Table 2: Summary of Clinical Results from CINRGI Study
| |
Placebo |
INOmax |
P value |
| ECMO *,† |
51/89 (57%) |
30/97 (31%) |
< 0.001 |
| Death |
5/89 (6%) |
3/97 (3%) |
0.48 |
* Extracorporeal membrane oxygenation
†ECMO was the primary end point of this study |
Significantly fewer neonates in the INOmax group required ECMO compared to
the control group (31% vs. 57%, p < 0.001).
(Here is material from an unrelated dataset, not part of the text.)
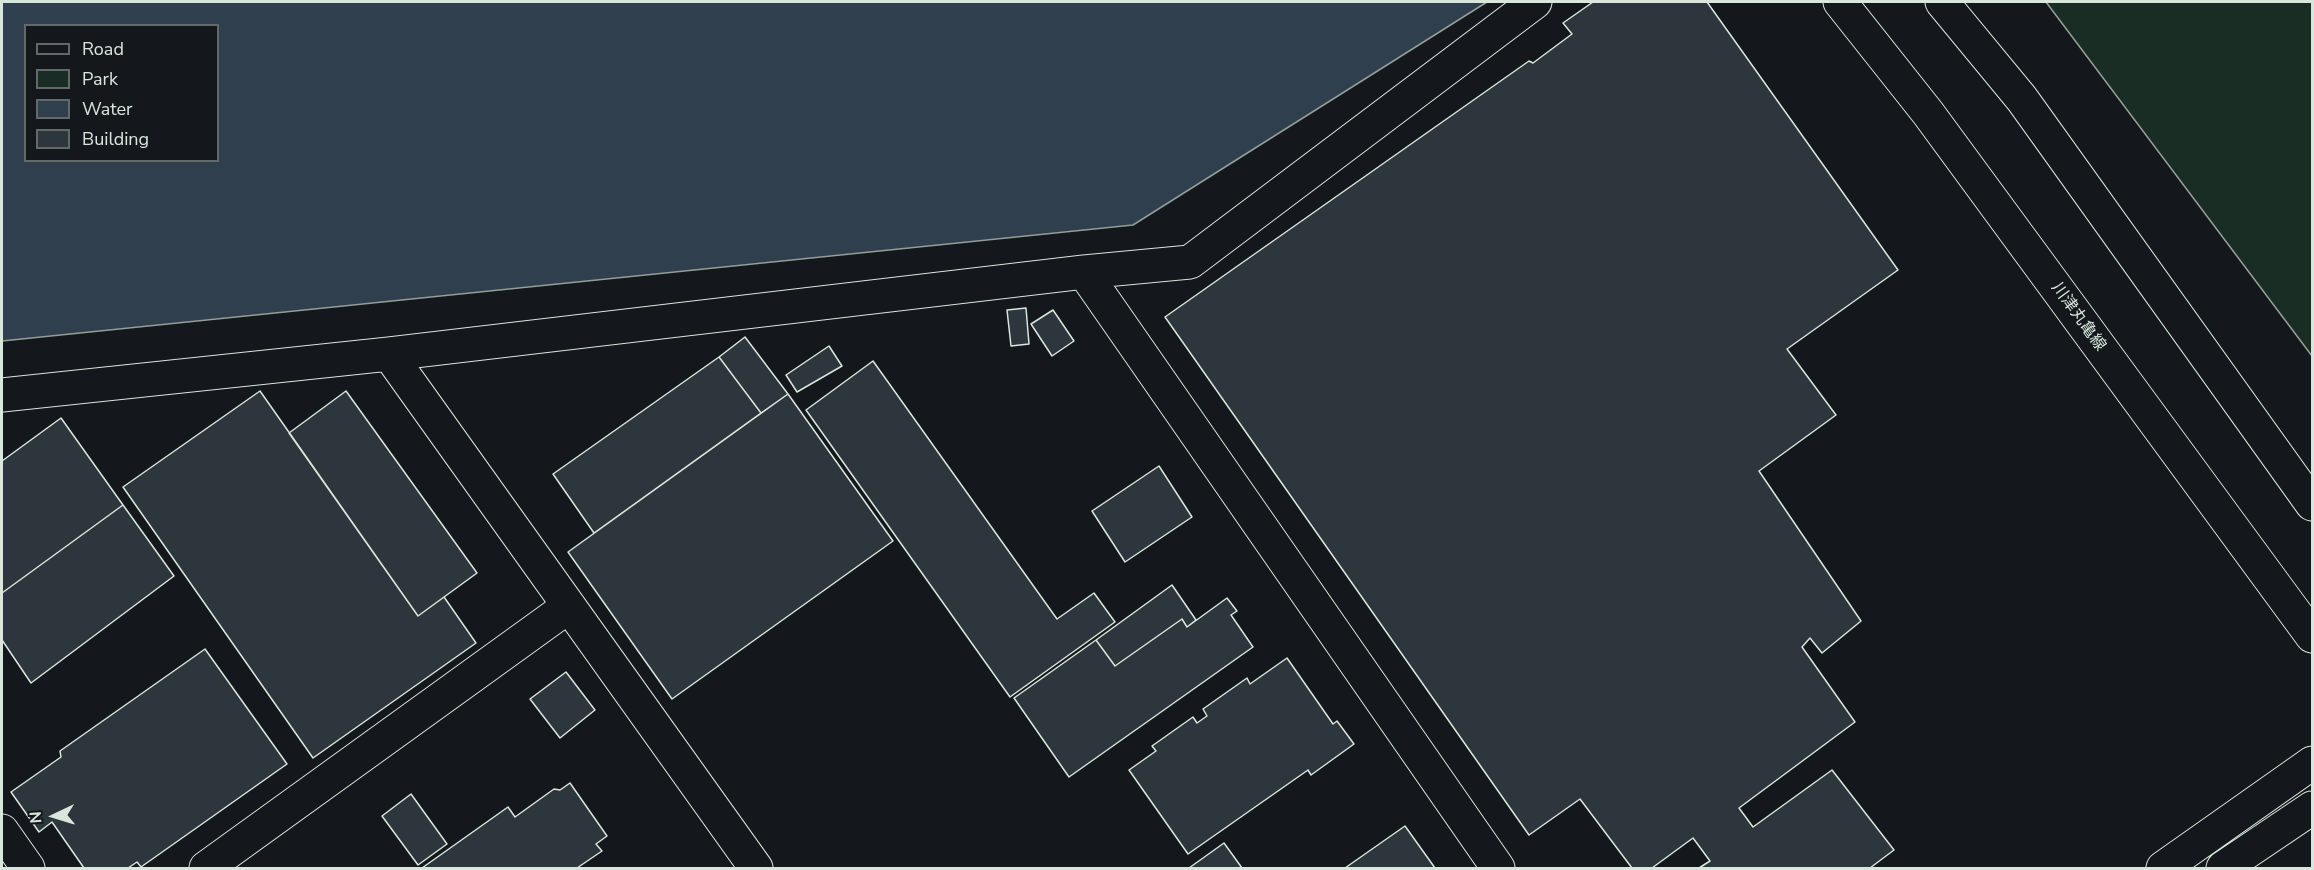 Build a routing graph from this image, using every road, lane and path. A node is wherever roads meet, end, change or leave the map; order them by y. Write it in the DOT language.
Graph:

While the number of deaths were
similar in both groups (INOmax, 3%; placebo, 6%),the combined incidence of death
and/or receipt of ECMO was decreased in the INOmax group (33% vs. 58%, p < 0.001).
In addition, the INOmax group had significantly improved oxygenation as measured
by PaO2, OI, and alveolar-arterial gradient (p < 0.001 for all parameters).
Of the 97 patients treated with INOmax, 2 (2%) were withdrawn from study drug
due to methemoglobin levels > 4%. The frequency and number of adverse events
reported were similar in the two study groups (See ADVERSE REACTIONS).
ARDS study
In a randomized, double-blind, parallel, multicenter study, 385 patients with
adult respiratory distress syndrome (ARDS) associated with pneumonia (46%),
surgery (33%), multiple trauma (26%), aspiration (23%), pulmonary contusion
(18%), and other causes, with PaO2/FiO2 < 250 mm Hg despite optimal
oxygenation and ventilation, received placebo (n=193) or INOmax (n=192), 5 ppm,
for 4 hours to 28 days or until weaned because of improvements in oxygenation.
Despite acute improvements in oxy-genation,there was no effect of INOmax on
the primary endpoint of days alive and off ventilator support. These results
were consistent with outcome data from a smaller dose ranging study of nitric
oxide (1.25 to 80 ppm). INOmax is not indicated for use in ARDS.